REQUIRED WORK >> Every line in the entries that holds "roads" should be identified and copied.

*** SUPPLIED INFORMATION ***

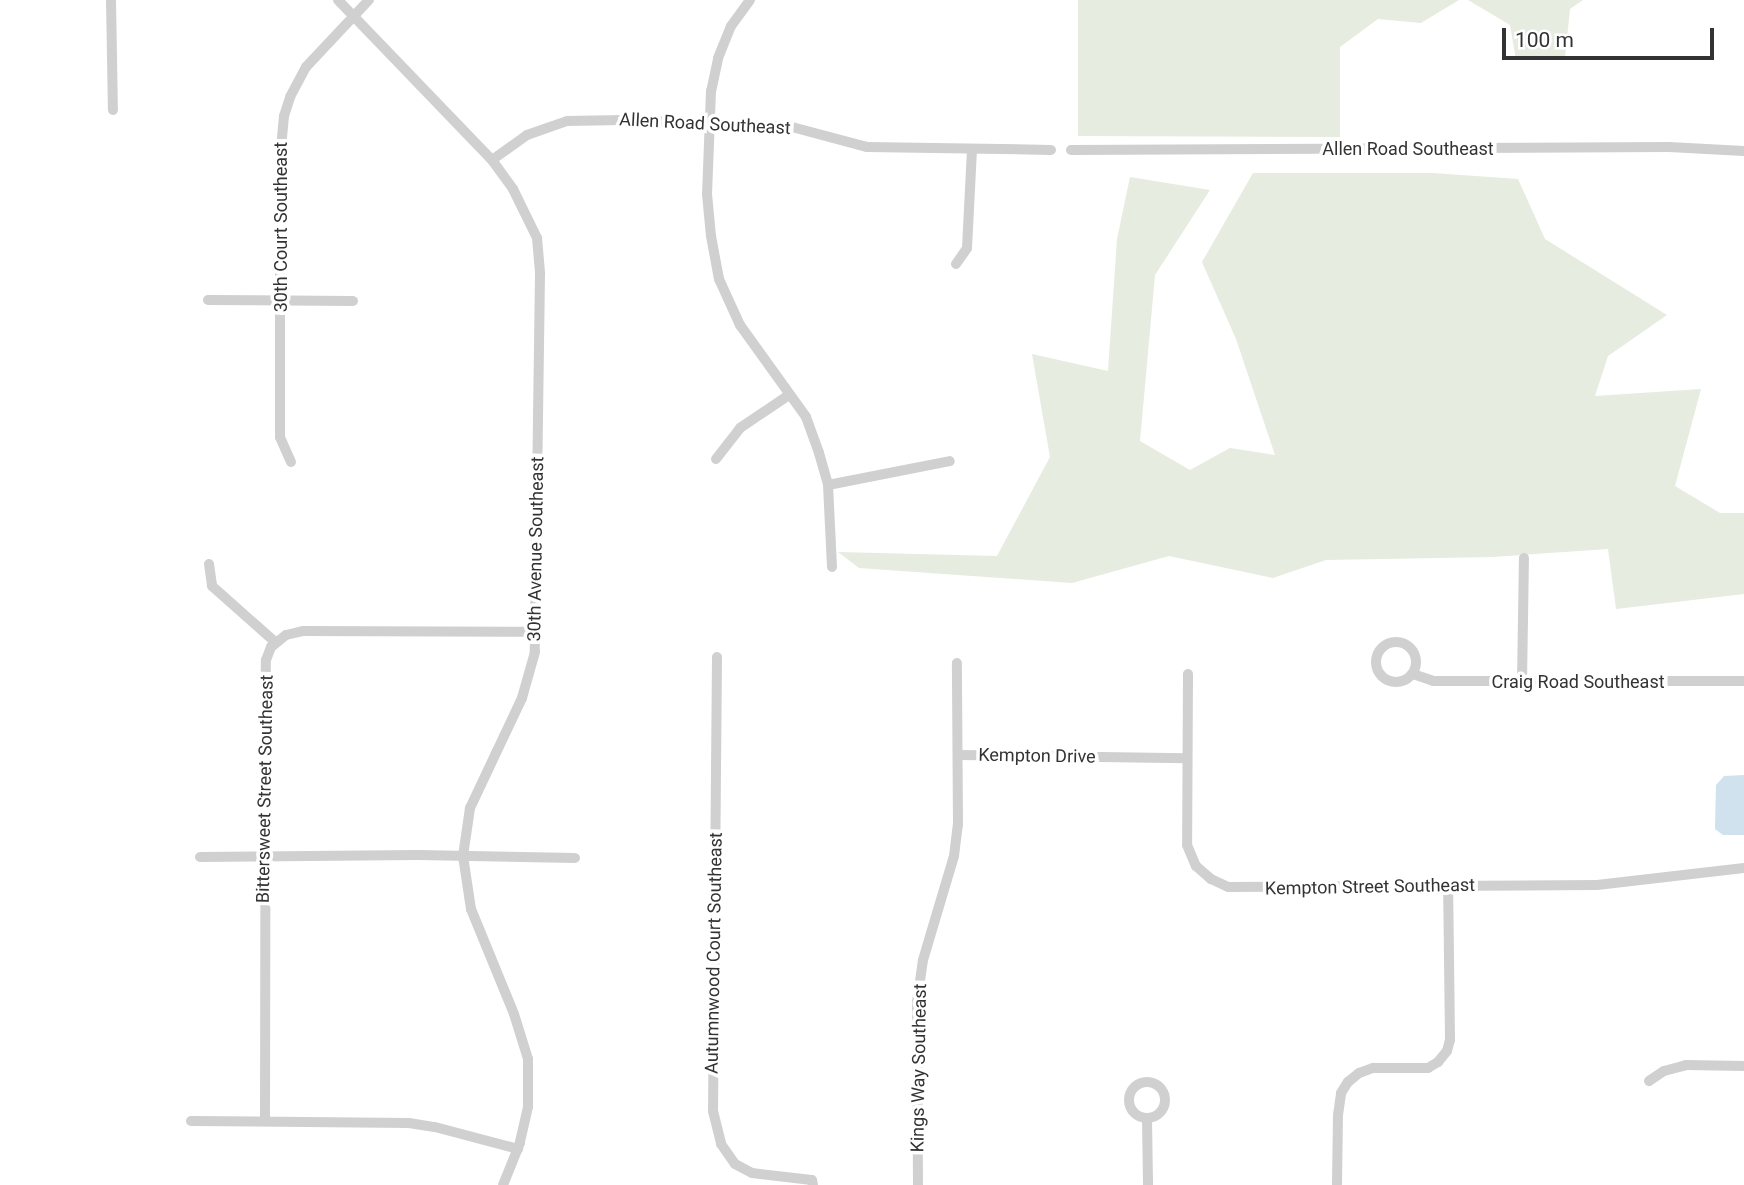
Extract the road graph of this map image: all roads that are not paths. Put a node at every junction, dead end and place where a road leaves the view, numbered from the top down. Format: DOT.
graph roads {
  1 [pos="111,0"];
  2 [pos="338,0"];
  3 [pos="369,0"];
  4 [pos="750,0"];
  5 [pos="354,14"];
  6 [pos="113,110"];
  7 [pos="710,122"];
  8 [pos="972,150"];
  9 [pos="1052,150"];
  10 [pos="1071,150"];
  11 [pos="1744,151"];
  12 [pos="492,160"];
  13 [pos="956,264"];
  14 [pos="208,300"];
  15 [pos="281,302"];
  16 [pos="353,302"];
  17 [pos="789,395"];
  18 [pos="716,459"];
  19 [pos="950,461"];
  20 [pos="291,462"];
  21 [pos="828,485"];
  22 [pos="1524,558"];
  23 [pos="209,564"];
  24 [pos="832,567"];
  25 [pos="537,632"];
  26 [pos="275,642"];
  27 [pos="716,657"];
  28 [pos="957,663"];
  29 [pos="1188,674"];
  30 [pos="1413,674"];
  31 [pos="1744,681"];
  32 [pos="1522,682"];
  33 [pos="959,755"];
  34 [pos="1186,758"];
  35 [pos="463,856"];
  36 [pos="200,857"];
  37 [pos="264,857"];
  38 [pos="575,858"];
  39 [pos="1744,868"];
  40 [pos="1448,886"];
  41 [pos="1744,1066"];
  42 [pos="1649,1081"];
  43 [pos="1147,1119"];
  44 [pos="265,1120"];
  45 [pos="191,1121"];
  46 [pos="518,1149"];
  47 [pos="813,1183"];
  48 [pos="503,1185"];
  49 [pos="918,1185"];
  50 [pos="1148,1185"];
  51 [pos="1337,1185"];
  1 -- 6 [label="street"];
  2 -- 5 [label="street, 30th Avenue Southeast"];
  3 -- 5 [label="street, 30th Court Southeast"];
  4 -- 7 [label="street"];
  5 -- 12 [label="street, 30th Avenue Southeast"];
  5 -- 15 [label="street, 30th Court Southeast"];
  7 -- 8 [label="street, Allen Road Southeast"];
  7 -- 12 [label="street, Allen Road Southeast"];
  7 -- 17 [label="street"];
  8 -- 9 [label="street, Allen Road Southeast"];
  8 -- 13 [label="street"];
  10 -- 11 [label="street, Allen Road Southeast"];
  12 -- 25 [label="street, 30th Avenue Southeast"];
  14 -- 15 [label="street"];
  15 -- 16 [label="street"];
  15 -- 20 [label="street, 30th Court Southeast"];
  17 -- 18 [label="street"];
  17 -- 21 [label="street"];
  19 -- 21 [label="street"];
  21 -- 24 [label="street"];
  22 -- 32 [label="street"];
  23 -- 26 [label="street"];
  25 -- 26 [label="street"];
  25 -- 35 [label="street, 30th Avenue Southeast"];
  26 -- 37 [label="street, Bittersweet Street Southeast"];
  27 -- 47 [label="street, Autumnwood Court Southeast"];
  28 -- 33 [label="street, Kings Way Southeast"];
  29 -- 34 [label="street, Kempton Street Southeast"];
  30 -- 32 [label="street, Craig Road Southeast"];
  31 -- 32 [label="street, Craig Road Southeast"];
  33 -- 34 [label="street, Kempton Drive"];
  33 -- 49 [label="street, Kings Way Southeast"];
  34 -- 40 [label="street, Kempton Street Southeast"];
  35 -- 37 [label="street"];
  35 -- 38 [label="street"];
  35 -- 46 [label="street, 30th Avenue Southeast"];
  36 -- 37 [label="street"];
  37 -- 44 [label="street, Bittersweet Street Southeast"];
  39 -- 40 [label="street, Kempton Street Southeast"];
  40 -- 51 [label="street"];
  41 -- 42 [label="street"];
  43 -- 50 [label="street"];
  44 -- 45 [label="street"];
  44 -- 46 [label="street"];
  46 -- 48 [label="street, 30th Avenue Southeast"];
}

*** End of SUPPLIED INFORMATION ***
*** SUPPLIED INFORMATION ***

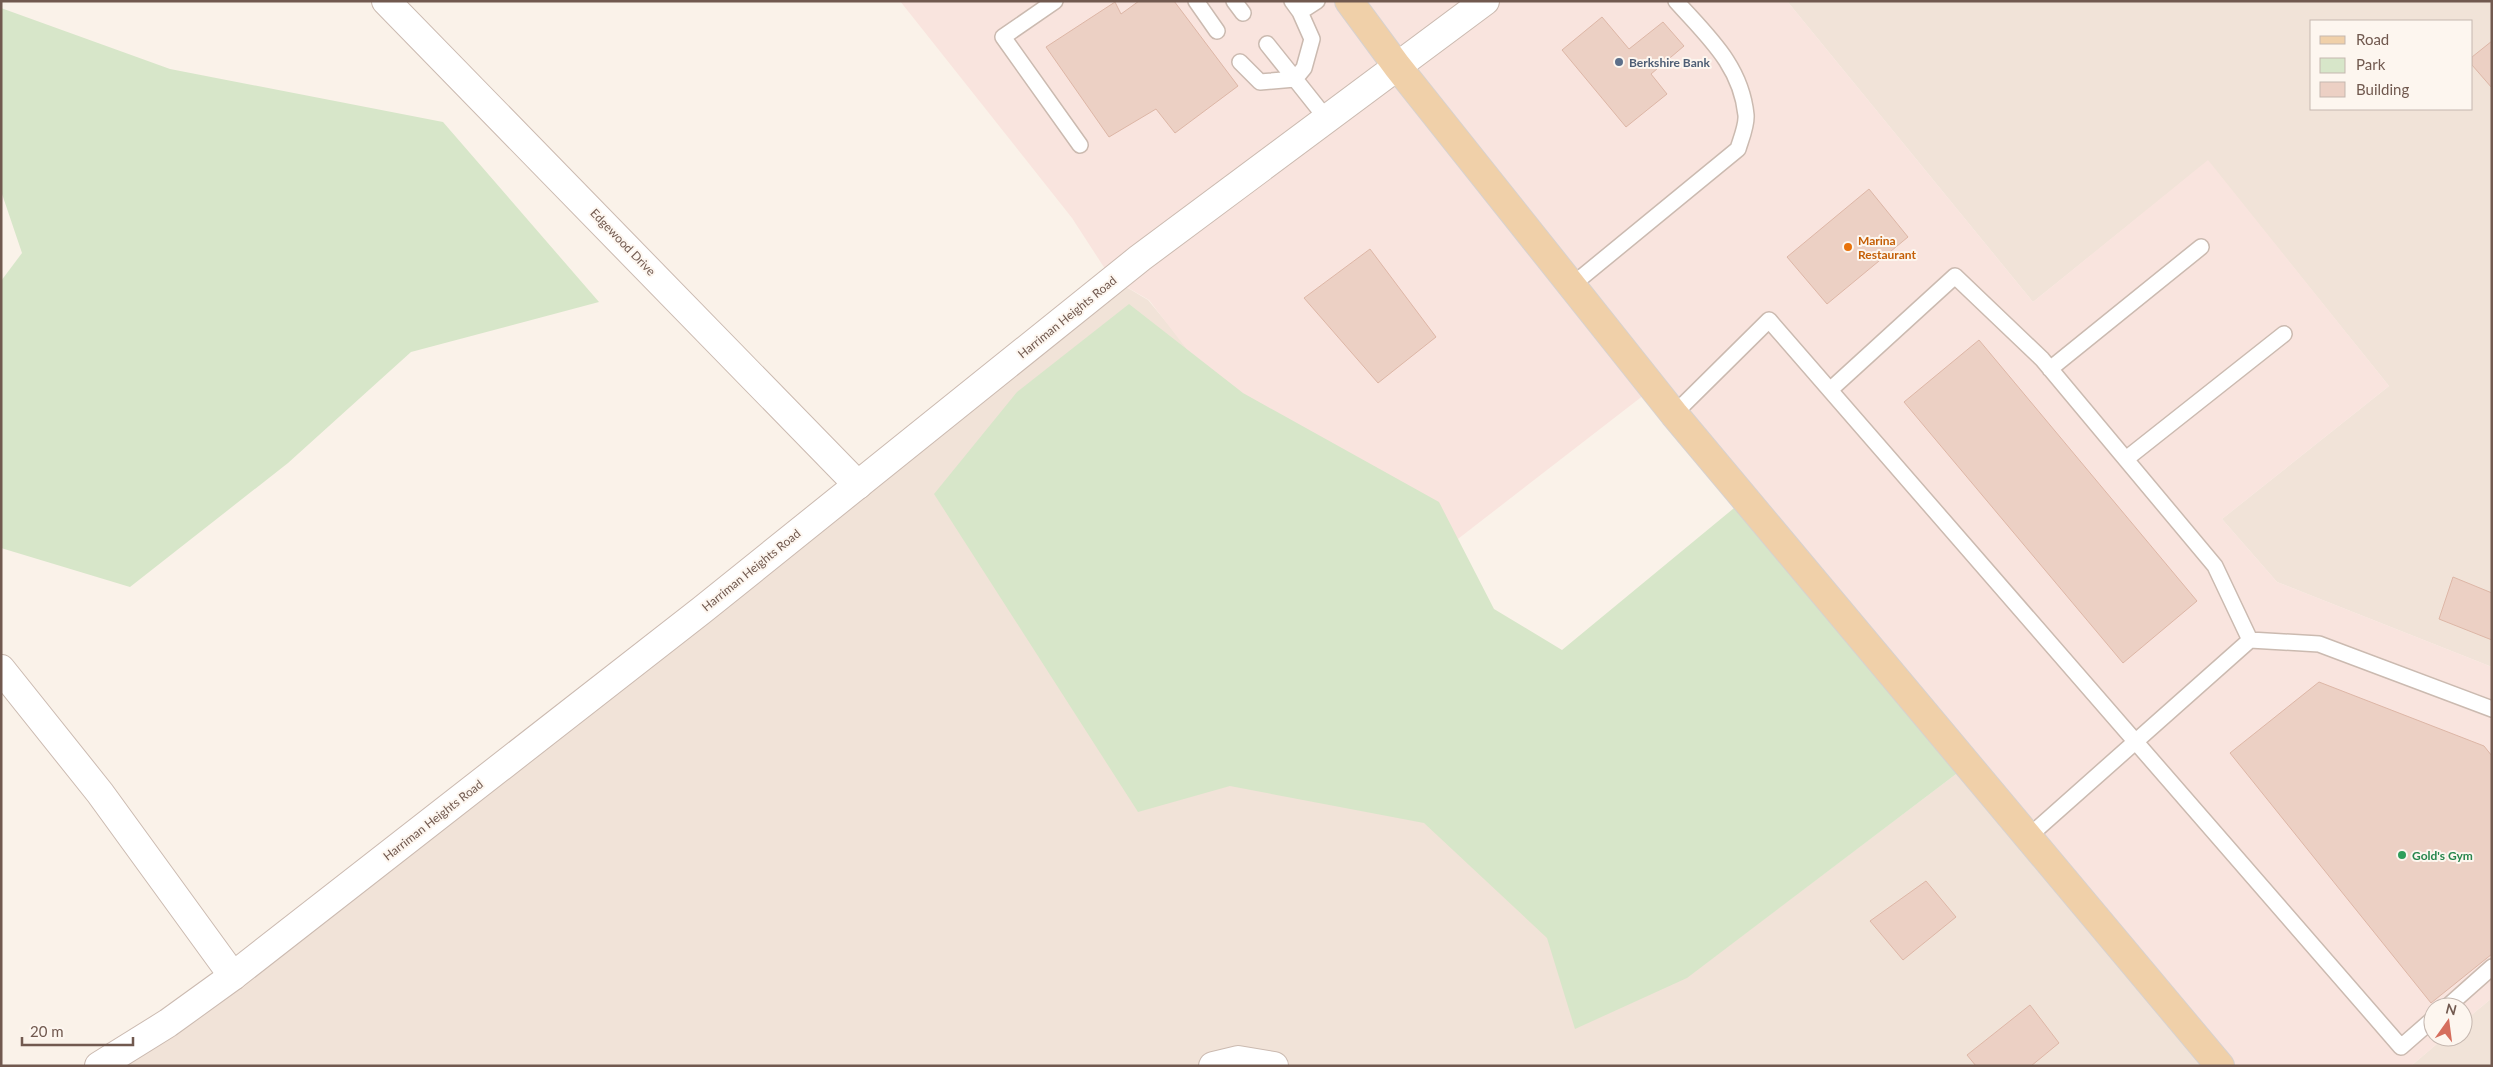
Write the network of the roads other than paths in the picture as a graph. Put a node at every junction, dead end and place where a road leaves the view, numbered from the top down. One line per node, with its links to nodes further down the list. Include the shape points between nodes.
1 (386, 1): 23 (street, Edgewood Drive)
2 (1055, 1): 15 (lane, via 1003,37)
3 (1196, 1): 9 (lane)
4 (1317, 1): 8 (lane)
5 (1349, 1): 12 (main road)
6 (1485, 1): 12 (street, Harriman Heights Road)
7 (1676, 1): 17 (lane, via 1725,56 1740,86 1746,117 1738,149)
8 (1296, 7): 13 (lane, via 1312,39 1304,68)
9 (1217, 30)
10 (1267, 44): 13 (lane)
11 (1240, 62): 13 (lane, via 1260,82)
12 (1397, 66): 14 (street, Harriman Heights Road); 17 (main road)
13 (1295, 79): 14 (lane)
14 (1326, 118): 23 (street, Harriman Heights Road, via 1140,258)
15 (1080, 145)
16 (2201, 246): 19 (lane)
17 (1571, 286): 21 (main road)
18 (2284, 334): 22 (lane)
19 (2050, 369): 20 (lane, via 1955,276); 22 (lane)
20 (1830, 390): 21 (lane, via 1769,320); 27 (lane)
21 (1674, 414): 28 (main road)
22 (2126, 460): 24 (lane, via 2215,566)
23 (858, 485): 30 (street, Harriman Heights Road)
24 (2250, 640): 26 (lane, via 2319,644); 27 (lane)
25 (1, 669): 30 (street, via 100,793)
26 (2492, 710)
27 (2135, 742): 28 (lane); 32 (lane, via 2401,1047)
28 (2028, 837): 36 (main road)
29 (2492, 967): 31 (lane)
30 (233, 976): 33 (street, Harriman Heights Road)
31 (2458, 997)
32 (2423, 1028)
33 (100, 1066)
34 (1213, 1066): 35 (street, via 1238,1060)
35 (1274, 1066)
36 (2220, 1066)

*** End of SUPPLIED INFORMATION ***

ANSWER TO THIS PROBLEM >>
Extract the road graph of this map image: all roads that are not paths. Put a node at every junction, dead end and place where a road leaves the view, numbered from the top down. Format: DOT.
graph roads {
Write the network of the roads other than paths in the picture as a graph. Put a node at every junction, dead end and place where a road leaves the view, numbered from the top down. One line per node, with its links to nodes further down the list. Include the shape points between nodes.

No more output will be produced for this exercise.